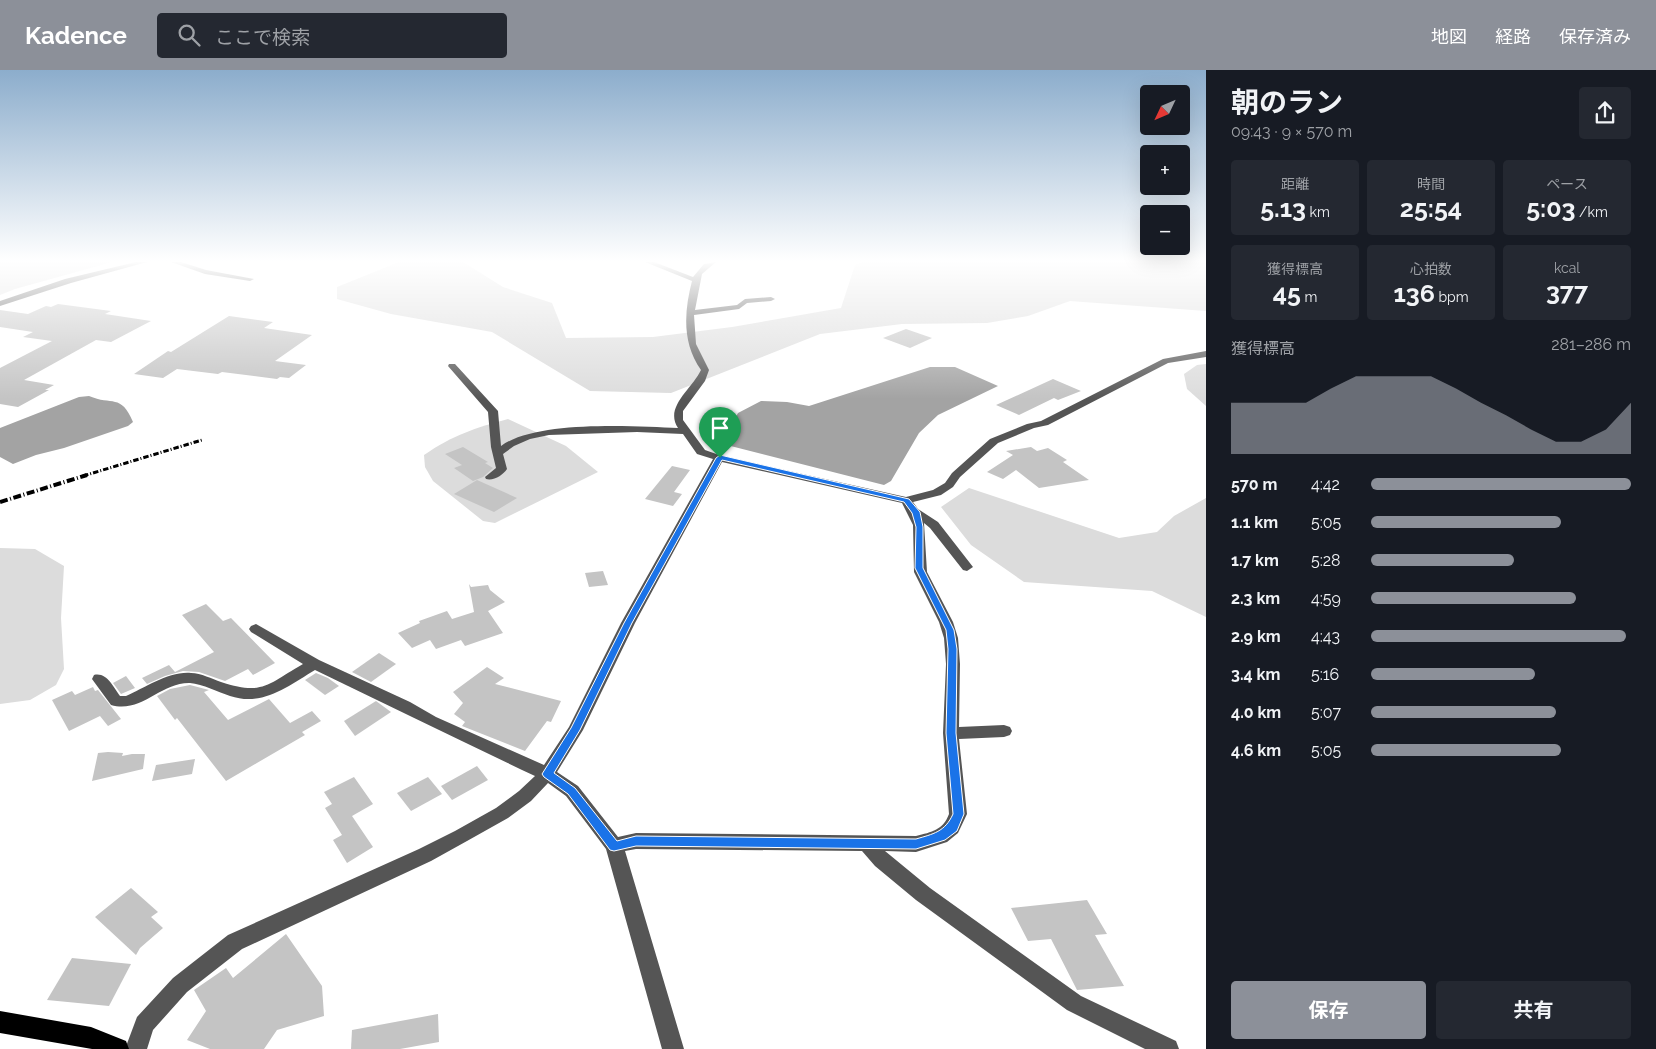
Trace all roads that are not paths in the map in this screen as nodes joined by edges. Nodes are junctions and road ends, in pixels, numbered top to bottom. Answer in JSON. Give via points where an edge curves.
{"nodes":[{"id":1,"x":693,"y":308,"type":"edge"},
{"id":2,"x":728,"y":308,"type":"edge"},
{"id":3,"x":692,"y":313,"type":"junction"},
{"id":4,"x":1206,"y":354,"type":"edge"},
{"id":5,"x":452,"y":366,"type":"dead end"},
{"id":6,"x":685,"y":431,"type":"junction"},
{"id":7,"x":498,"y":453,"type":"junction"},
{"id":8,"x":720,"y":458,"type":"junction"},
{"id":9,"x":490,"y":477,"type":"dead end"},
{"id":10,"x":906,"y":500,"type":"junction"},
{"id":11,"x":916,"y":512,"type":"junction"},
{"id":12,"x":967,"y":567,"type":"dead end"},
{"id":13,"x":256,"y":629,"type":"dead end"},
{"id":14,"x":314,"y":664,"type":"junction"},
{"id":15,"x":99,"y":679,"type":"dead end"},
{"id":16,"x":1004,"y":732,"type":"dead end"},
{"id":17,"x":951,"y":733,"type":"junction"},
{"id":18,"x":547,"y":774,"type":"junction"},
{"id":19,"x":867,"y":843,"type":"junction"},
{"id":20,"x":614,"y":846,"type":"junction"},
{"id":21,"x":0,"y":1022,"type":"edge"},
{"id":22,"x":118,"y":1049,"type":"edge"},
{"id":23,"x":136,"y":1049,"type":"edge"},
{"id":24,"x":673,"y":1049,"type":"edge"},
{"id":25,"x":1168,"y":1049,"type":"edge"}],
"edges":[{"from":1,"to":3,"type":"street"},
{"from":2,"to":3,"type":"street"},
{"from":3,"to":6,"type":"street","via":[[690,335],[705,370],[678,411],[678,420]]},
{"from":4,"to":10,"type":"street","via":[[1166,361],[1044,423],[994,441],[956,474],[949,485],[936,493]]},
{"from":5,"to":7,"type":"street","via":[[493,411]]},
{"from":6,"to":7,"type":"street","via":[[549,432],[527,436]]},
{"from":6,"to":8,"type":"street","via":[[701,452]]},
{"from":7,"to":9,"type":"street","via":[[502,469]]},
{"from":8,"to":10,"type":"street"},
{"from":8,"to":18,"type":"street","via":[[628,623],[575,730]]},
{"from":10,"to":11,"type":"street"},
{"from":11,"to":12,"type":"street","via":[[934,524]]},
{"from":11,"to":17,"type":"street","via":[[920,527],[919,568],[950,630]]},
{"from":13,"to":14,"type":"street"},
{"from":14,"to":15,"type":"street","via":[[268,691],[254,695],[240,694],[191,678],[174,681],[127,702],[116,701]]},
{"from":14,"to":18,"type":"street"},
{"from":16,"to":17,"type":"street"},
{"from":17,"to":19,"type":"street","via":[[958,814],[952,828],[941,837],[916,844]]},
{"from":18,"to":20,"type":"street","via":[[572,791]]},
{"from":18,"to":23,"type":"street","via":[[502,813],[461,836],[235,942],[180,985],[144,1024]]},
{"from":19,"to":20,"type":"street","via":[[636,841]]},
{"from":19,"to":25,"type":"street","via":[[881,860],[923,894],[1074,1003]]},
{"from":20,"to":24,"type":"street"},
{"from":21,"to":22,"type":"main road","via":[[91,1038]]}]}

------

# WHAT NEEDS TO BE DONE
Search the material for the word "edges" and copy every matching line.

# RESPONSE
Trace all roads that are not paths in the map in this screen as nodes joined by edges. Nodes are junctions and road ends, in pixels, numbered top to bottom. Answer in JSON. Give via points where an edge curves.
"edges":[{"from":1,"to":3,"type":"street"},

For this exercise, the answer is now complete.